SCO Group Inc. has negotiated a cap on its legal costs and adopted a shareholder rights plan to protect it from hostile takeover as key hearings loom in its ongoing legal battles with IBM Corp. and Novell Inc.
The Lindon, Utah-based Unix vendor has also announced measures to cut costs during the fourth quarter, including office closures and downsizing, following the publication of financial results for the third quarter that showed revenue down 44%.
SCO recorded revenue of $11.2 million in its third quarter, ended July 31, 2004, compared to $20.1 million in the same quarter last year. It also recorded a net loss of $7.4 million, compared to net income of $3.1 million last year.
Despite those figures, SCO CEO, Darl McBride somewhat surprisingly said: The quarter can best be described as one where the company is firing on all cylinders.
At least SCO managed to break into profit in its Unix product business, which brought in revenue of $10.5 million, and the SCOsource intellectual property business showed some improvement.
The company sold $678,000 worth of compliance licenses in the third quarter, up from just $11,000 in the second quarter. This revenue is primarily from two sources, including a transaction completed in the prior quarter and a newly-signed license agreement, commented CFO, Bert Young.
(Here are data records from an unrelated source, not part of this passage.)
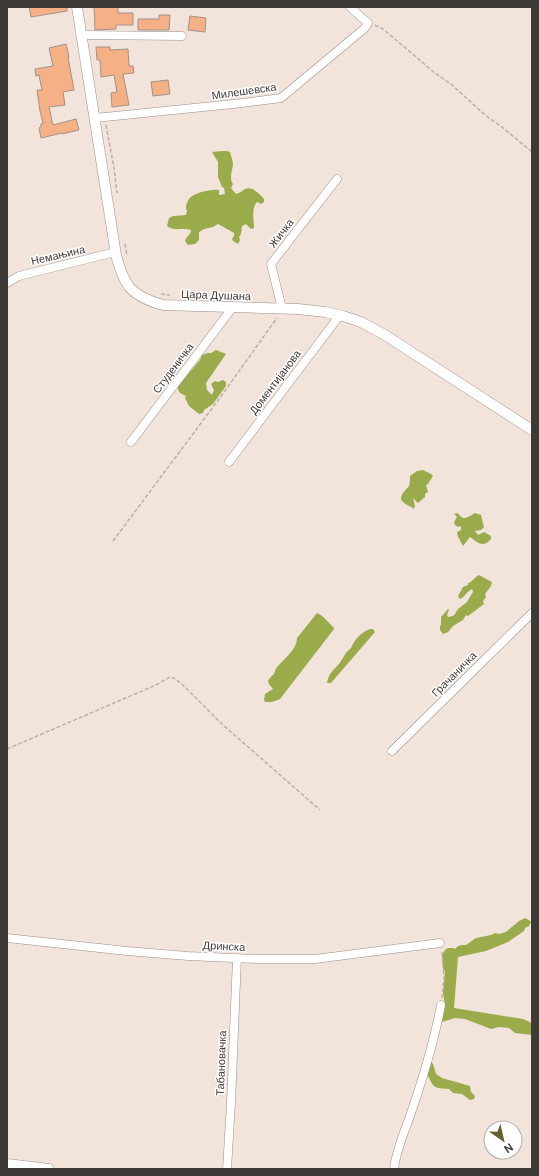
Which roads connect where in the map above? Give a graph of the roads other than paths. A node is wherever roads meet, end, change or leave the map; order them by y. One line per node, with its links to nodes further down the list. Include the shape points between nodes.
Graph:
1 (77, 7): 3 (street, Цара Душана)
2 (350, 7): 5 (street, Милешевска, via 368,23 365,28 281,98)
3 (82, 35): 4 (street); 5 (street, Цара Душана)
4 (182, 36)
5 (100, 118): 7 (street, Цара Душана)
6 (337, 179): 10 (street, Жичка, via 271,264)
7 (115, 252): 8 (street, Немањина, via 19,276); 9 (street, Цара Душана, via 126,284 139,296 163,305)
8 (7, 283)
9 (233, 307): 10 (street, Цара Душана); 13 (street, Студеничка)
10 (281, 309): 11 (street, Цара Душана)
11 (340, 315): 12 (street, Цара Душана, via 385,335); 14 (street, Доментијанова)
12 (532, 430)
13 (131, 442)
14 (229, 462)
15 (532, 613): 16 (street, Грачаничка)
16 (392, 751)
17 (7, 938): 19 (street, Дринска, via 127,951)
18 (440, 944): 19 (street, Дринска, via 316,959)
19 (237, 958): 23 (street, Табановачка)
20 (441, 1006): 24 (street, via 423,1078 401,1140)
21 (7, 1164): 22 (street)
22 (49, 1169)
23 (227, 1169)
24 (394, 1169)

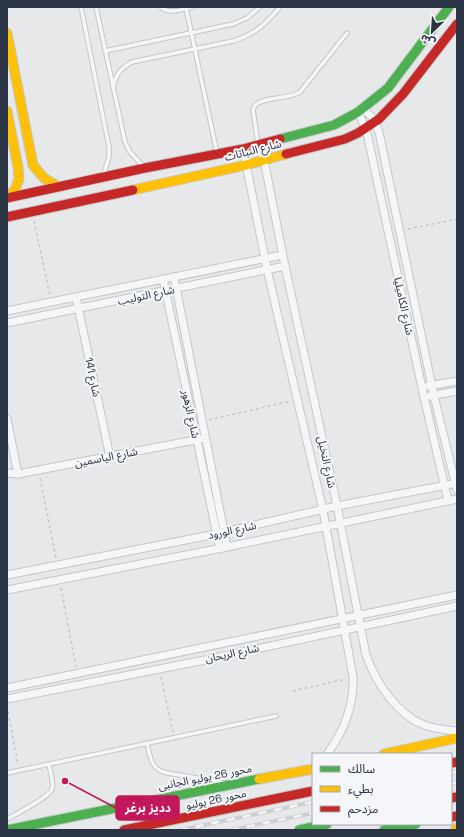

Nevertheless, legal fees of $7.3 million related to SCO’s various lawsuits against IBM, Novell, Red Hat Inc. and Linux users AutoZone Inc. added to the costs in the third quarter, following what McBride classified as an unusually busy but productive quarter in the courts.
In order to limit its escalating legal costs SCO has begun negotiations with its legal counsel, Boies, Schiller and Flexner LLP, to limit the cash cost of its litigation to $31 million. In return the law firm has agreed to represent SCO throughout the duration and completion of litigation, according to Young, and will receive between 20% and 33% of any payout awarded to SCO, depending on its size.
Our litigation is on track and progressing as expected through the court system, and with that we are fully funded to follow it through to its conclusion, commented McBride on the new agreement. A key date in the course of its legal battles is coming up, with two hearings in its cases against IBM and Novell both scheduled for September 15.
The IBM hearing concerns IBM’s request for a partial summary judgment that its Linux activity does not infringe SCO copyright, while the Novell hearing concerns a request from Novell to dismiss SCO’s slander of title case against the software vendor.
Both hearings will be heard by Judge Dale Kimball and will be preceded by a hearing into SCO’s motion to compel discovery from IBM. Although the timing of the hearings suggests a potentially dark day for SCO, McBride responded to questions regarding the cases with his usual bravado. Everyone should tune in to the hearings on September 14 and September 15, he said. We look forward to those.
In October 2003 SCO’s legal threats against Linux users pushed its share price up to over $22. The current price of under $4 is giving the company cause for concern, therefore, and for more than one reason.
We are very concerned about the current price of the stock vis-à-vis what we think is the long-term value of the company, said McBride. The disparity between those two are definitely at the core of why we put this plan in place, he added of the company’s new shareholder rights plan.
The plan will kick in if any group or company not approved by the board acquires, or attempts to acquire, 15% or more of the company’s common stock. The plan will not prevent a takeover attempt but should encourage anyone seeking to buy the company to negotiate fair value with the board, commented McBride.
He also maintained that the plan had not been adopted in response to any current hostile takeover attempt, but the company’s recent wrangling with former investor BayStar Capital must have made an impact.
At one point BayStar demanded a change of management at SCO and held 40,000 shares of Series A-1 convertible preferred stock. Those shares were returned to SCO in August in return for 2,105,263 shares of SCO common stock and $13 million in cash after the two companies decided to go their separate ways.
The conclusion of that deal provided a boost to SCO shareholders this month as a contribution of capital of $15.5 million related to the repurchase pushed the company’s net income applicable to common stockholders up to $7.5 million, or $0.38 per share.
The company will have to continue to keep its cost down if it is to secure net income in the coming quarters. We are pleased but not fully satisfied with our progress on this front, commented Young, adding that the company anticipated restructuring costs in the fourth quarter as it closes offices in Spain and Italy and moves to smaller offices elsewhere.
Revenue for the fourth quarter is predicted to be between $10 million and $12 million.